Indeed, at its broadest level, such a policy should be designed to reengage with the problems of the Middle East and shore up the United States’s regional allies across the board to prevent Iran from picking off any more of them, while giving them the strength and confidence needed to reform domestically and refrain from dangerous foreign adventures (like the Saudi and Emirati intervention in Yemen).
Rhetorically, it would require President Biden early on to publicly reaffirm America’s commitment to the Carter Doctrine and its Reagan Corollary, which pledge the United States to defend its Gulf allies, including by responding to Iranian attacks on Gulf oil exports in ways that Trump would not. In particular, Trump’s refusal to respond to Iranian attacks on oil tankers carrying Saudi and Emirati oil in the summer of 2019 or the stunning Iranian drone attack on Saudi Arabia’s irreplaceable Abqaiq oil processing facility in September 2019 terrified America’s allies from Beirut to Jerusalem, and Rabat to Riyadh.

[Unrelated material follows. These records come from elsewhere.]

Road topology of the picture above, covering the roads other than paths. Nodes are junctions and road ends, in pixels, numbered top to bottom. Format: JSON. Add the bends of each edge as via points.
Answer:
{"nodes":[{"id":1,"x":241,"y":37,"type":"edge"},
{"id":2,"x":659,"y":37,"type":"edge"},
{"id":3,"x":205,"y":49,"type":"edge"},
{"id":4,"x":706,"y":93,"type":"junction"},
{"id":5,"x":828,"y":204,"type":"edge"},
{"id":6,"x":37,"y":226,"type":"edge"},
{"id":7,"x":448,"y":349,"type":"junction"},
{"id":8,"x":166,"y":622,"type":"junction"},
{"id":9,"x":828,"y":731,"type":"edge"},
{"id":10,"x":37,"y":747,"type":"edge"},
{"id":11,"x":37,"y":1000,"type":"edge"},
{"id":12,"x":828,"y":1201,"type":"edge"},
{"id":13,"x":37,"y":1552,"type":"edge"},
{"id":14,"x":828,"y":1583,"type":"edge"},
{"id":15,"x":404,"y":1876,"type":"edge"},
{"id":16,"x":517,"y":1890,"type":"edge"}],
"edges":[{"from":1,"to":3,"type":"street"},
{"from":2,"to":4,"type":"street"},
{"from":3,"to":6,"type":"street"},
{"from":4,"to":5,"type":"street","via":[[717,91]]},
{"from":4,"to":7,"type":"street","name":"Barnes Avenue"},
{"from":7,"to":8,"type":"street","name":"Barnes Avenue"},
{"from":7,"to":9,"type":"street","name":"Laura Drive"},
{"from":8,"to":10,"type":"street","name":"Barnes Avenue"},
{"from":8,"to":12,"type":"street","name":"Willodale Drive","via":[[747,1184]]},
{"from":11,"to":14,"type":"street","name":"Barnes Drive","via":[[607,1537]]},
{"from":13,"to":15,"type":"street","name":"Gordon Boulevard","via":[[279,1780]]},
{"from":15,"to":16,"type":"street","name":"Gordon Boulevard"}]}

Militarily, reengaging the Middle East should not conjure images of the surge in Iraq. The current light U.S. military footprint is perfectly adequate. It just should not get much smaller. In an ideal world, it would also be better to bring U.S. troop levels in Iraq back up to about 5,000 and in Syria, to 2,000—the right numbers for the actual missions, and the size of those forces before Trump’s gratuitous, politically motivated troop cuts.

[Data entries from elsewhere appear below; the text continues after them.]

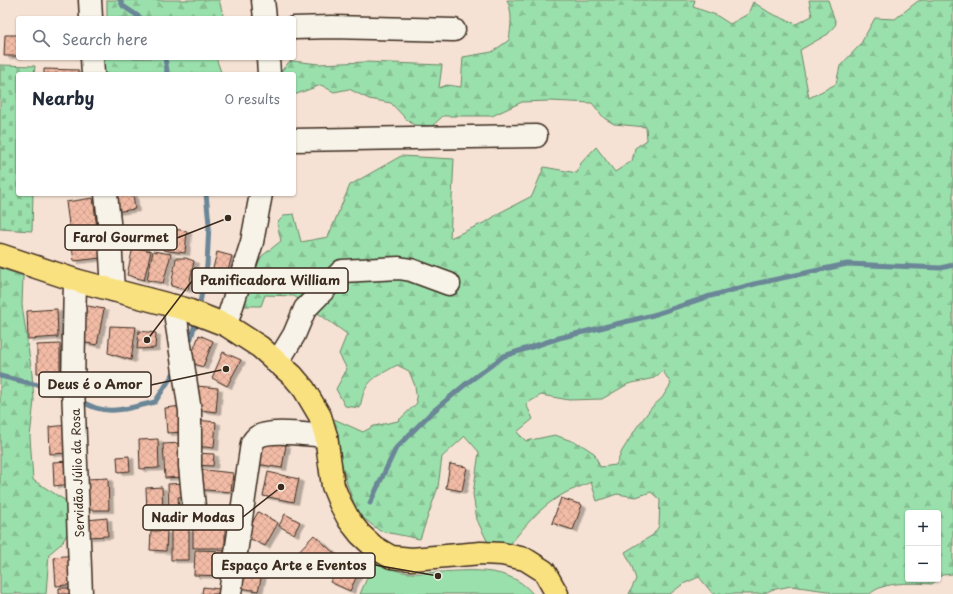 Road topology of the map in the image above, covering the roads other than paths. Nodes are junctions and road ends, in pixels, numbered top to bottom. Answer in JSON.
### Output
{"nodes":[{"id":1,"x":90,"y":0,"type":"edge"},
{"id":2,"x":263,"y":0,"type":"edge"},
{"id":3,"x":91,"y":16,"type":"edge"},
{"id":4,"x":265,"y":16,"type":"edge"},
{"id":5,"x":296,"y":28,"type":"edge"},
{"id":6,"x":454,"y":30,"type":"dead end"},
{"id":7,"x":92,"y":60,"type":"edge"},
{"id":8,"x":268,"y":60,"type":"edge"},
{"id":9,"x":93,"y":72,"type":"edge"},
{"id":10,"x":270,"y":72,"type":"edge"},
{"id":11,"x":536,"y":136,"type":"dead end"},
{"id":12,"x":296,"y":140,"type":"edge"},
{"id":13,"x":106,"y":196,"type":"edge"},
{"id":14,"x":261,"y":196,"type":"edge"},
{"id":15,"x":0,"y":255,"type":"edge"},
{"id":16,"x":75,"y":280,"type":"junction"},
{"id":17,"x":449,"y":284,"type":"dead end"},
{"id":18,"x":113,"y":290,"type":"junction"},
{"id":19,"x":188,"y":311,"type":"junction"},
{"id":20,"x":226,"y":325,"type":"junction"},
{"id":21,"x":277,"y":363,"type":"junction"},
{"id":22,"x":326,"y":436,"type":"junction"},
{"id":23,"x":195,"y":517,"type":"dead end"},
{"id":24,"x":81,"y":594,"type":"edge"},
{"id":25,"x":230,"y":594,"type":"edge"},
{"id":26,"x":557,"y":594,"type":"edge"}],
"edges":[{"from":1,"to":3,"type":"street"},
{"from":2,"to":4,"type":"street"},
{"from":5,"to":6,"type":"street"},
{"from":7,"to":9,"type":"street"},
{"from":8,"to":10,"type":"street"},
{"from":11,"to":12,"type":"street"},
{"from":13,"to":18,"type":"street"},
{"from":14,"to":20,"type":"street"},
{"from":15,"to":16,"type":"main road"},
{"from":16,"to":18,"type":"main road"},
{"from":16,"to":24,"type":"street","name":"Servidão Júlio da Rosa"},
{"from":17,"to":21,"type":"street"},
{"from":18,"to":19,"type":"main road"},
{"from":19,"to":20,"type":"main road"},
{"from":19,"to":23,"type":"street"},
{"from":20,"to":21,"type":"main road"},
{"from":21,"to":22,"type":"main road"},
{"from":22,"to":25,"type":"street"},
{"from":22,"to":26,"type":"main road"}]} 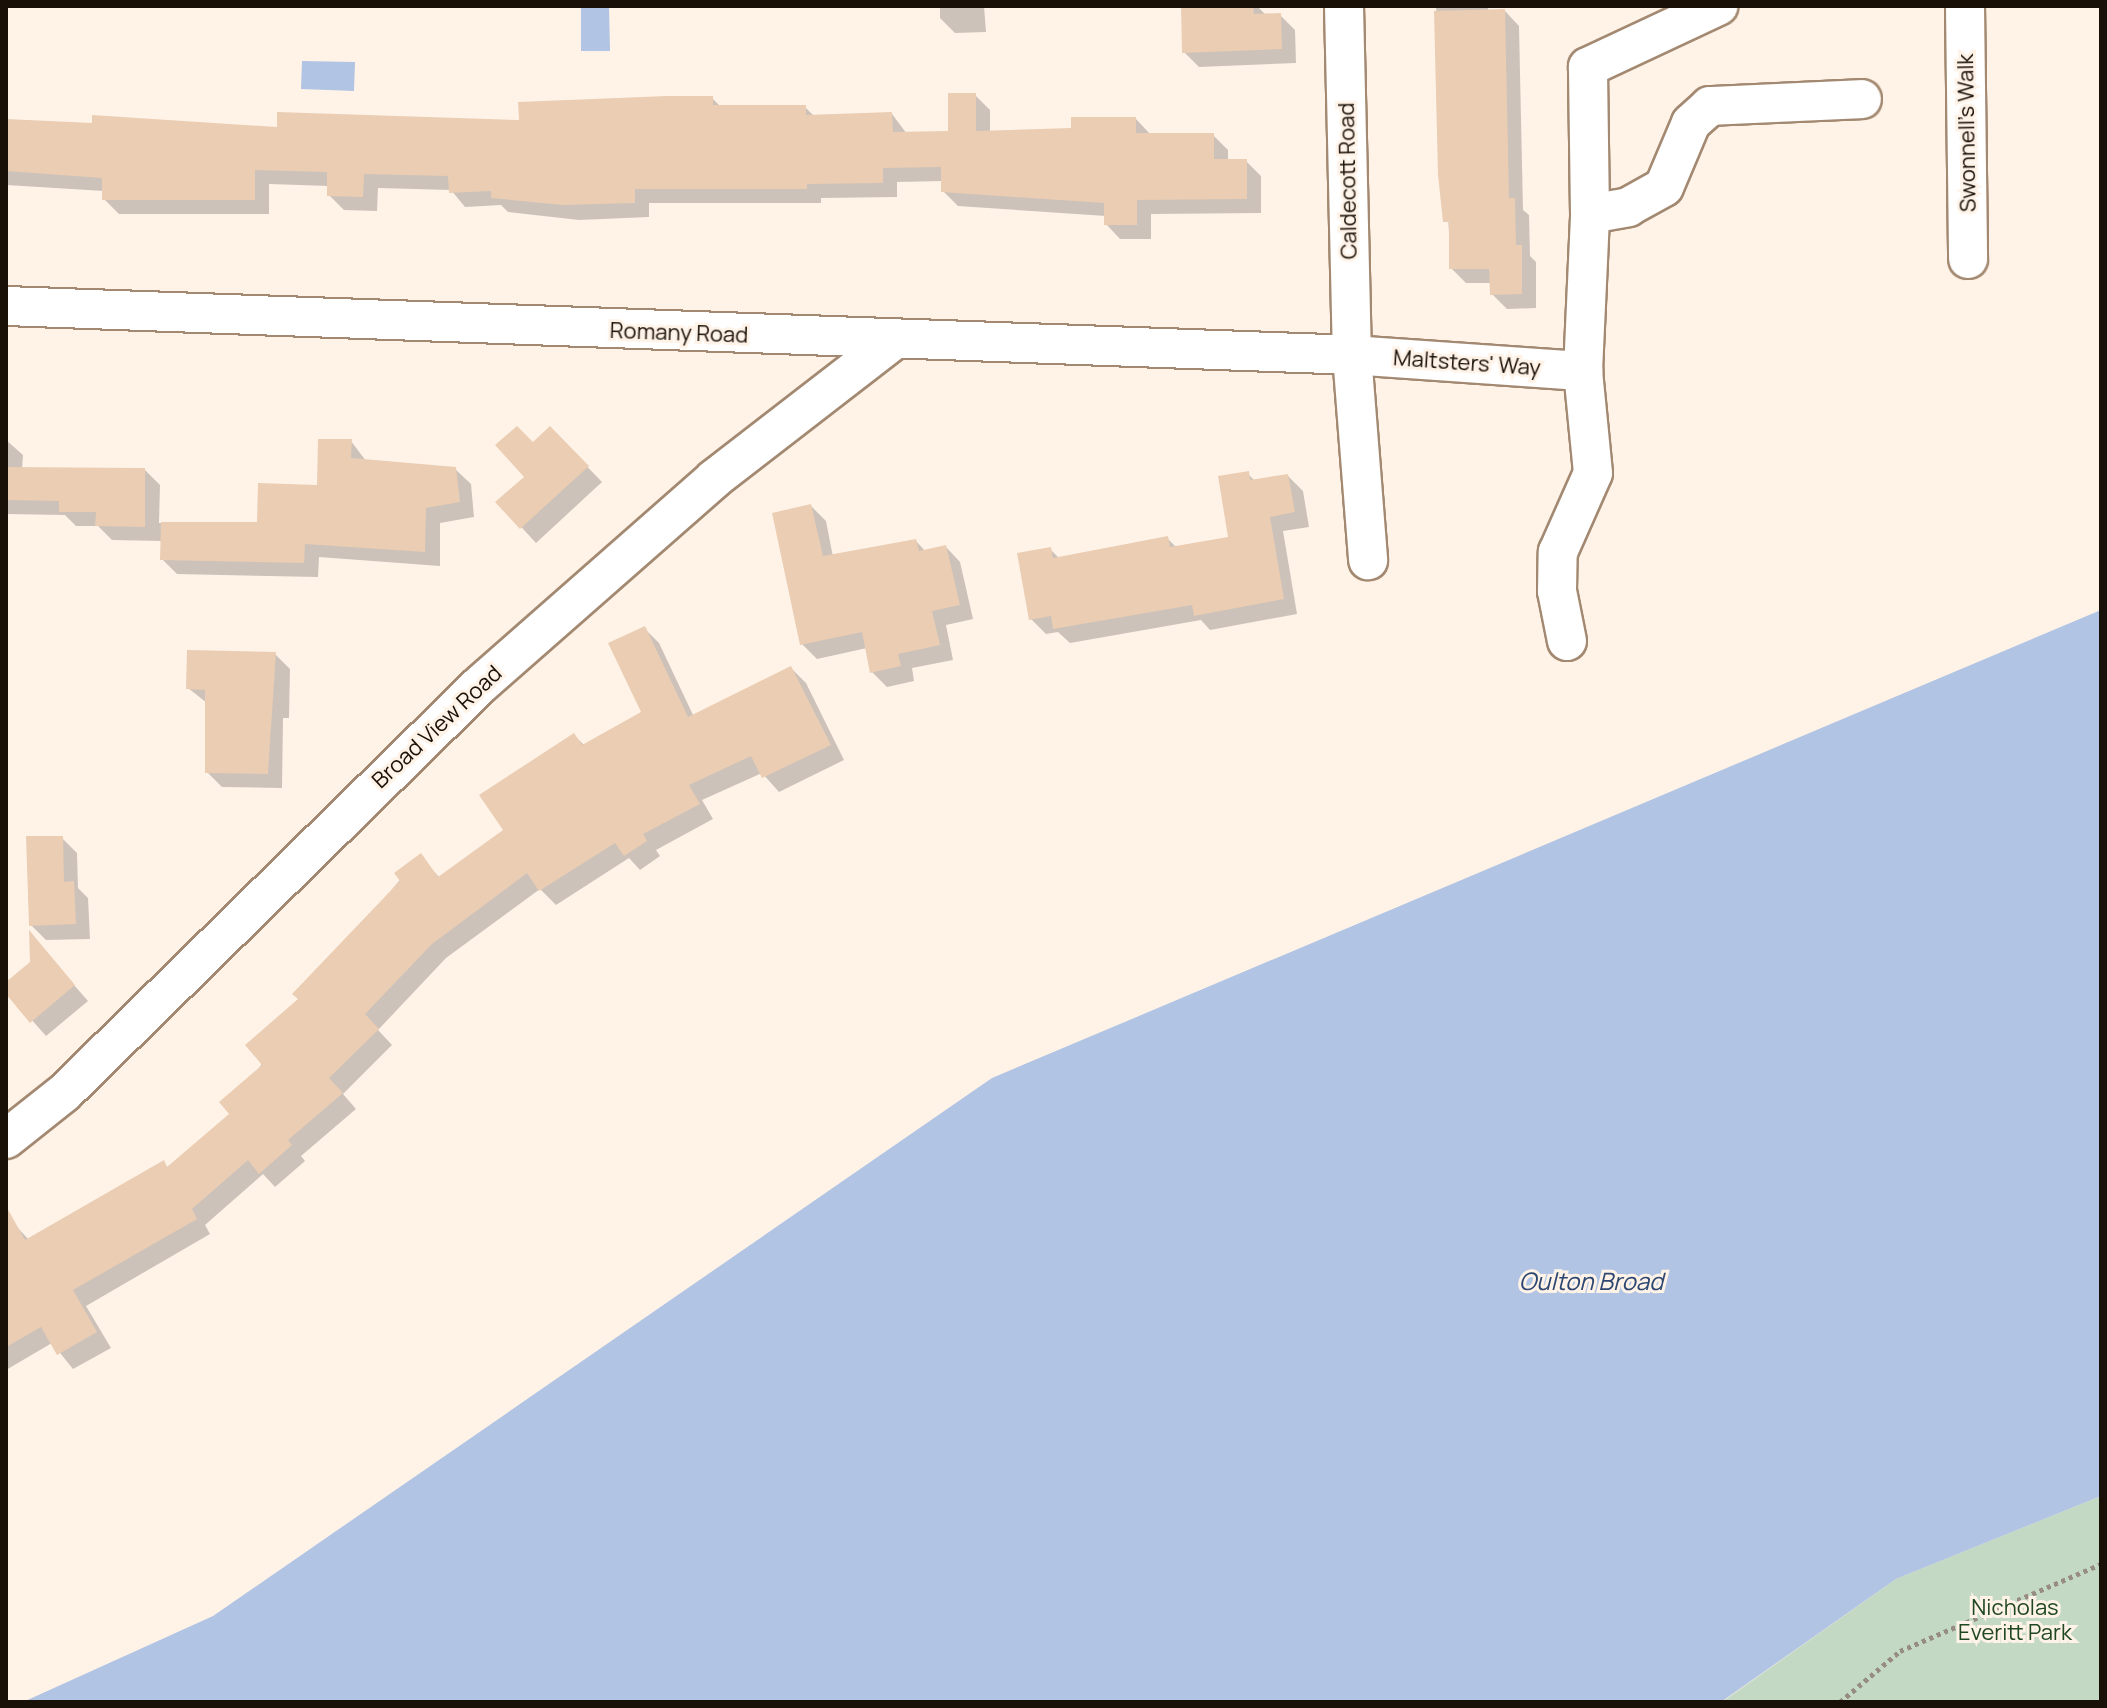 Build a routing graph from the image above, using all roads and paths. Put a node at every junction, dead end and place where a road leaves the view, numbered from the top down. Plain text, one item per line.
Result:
1 (1344, 6) edge
2 (1718, 6) edge
3 (1965, 6) edge
4 (1862, 99) dead end
5 (1590, 214) junction
6 (1968, 259) dead end
7 (6, 306) edge
8 (891, 342) junction
9 (1352, 355) junction
10 (1583, 371) junction
11 (1368, 560) dead end
12 (1567, 641) dead end
13 (6, 1139) edge
14 (2101, 1564) edge
15 (1840, 1702) edge

1 - 9 street, Caldecott Road
2 - 5 street
3 - 6 street, Swonnell's Walk
4 - 5 street
5 - 10 street
7 - 8 street, Romany Road
8 - 9 street, Romany Road
8 - 13 street, Broad View Road
9 - 10 street, Maltsters' Way
9 - 11 street, Caldecott Road
10 - 12 street
14 - 15 path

In the economic realm, it would be enormously helpful to commit at least $1 billion to help Iraq avert impending financial disaster. Likewise, Jordan looks like Iran’s next target, and an additional $300-$500 million for Amman would go a long way toward shoring up the Hashemite monarchy. American diplomats could also use the prospect of additional aid to help countries such as Bahrain, Morocco and even Egypt push ahead with their sluggish reform agendas.
None of this will break the bank, even in these unprecedented times. All of it will be enormously helpful in allowing the United States to help its allies withstand Iran’s regional offensive and to threaten that which Iran’s hard-liners cherish most, their sway across the Arab world. For better and worse, such modest American reengagement with the Middle East is the only realistic way for the Biden administration to acquire the leverage it would need to bring a recalcitrant Iran around to agree to a follow-on to the JCPOA that addresses the weaknesses in the original agreement.
And that would allow Biden to leave the situation in the Middle East better than what he inherited and better than what he was able to accomplish the last time around, when he was vice president and saddled with a similar set of problems in this difficult part of the world.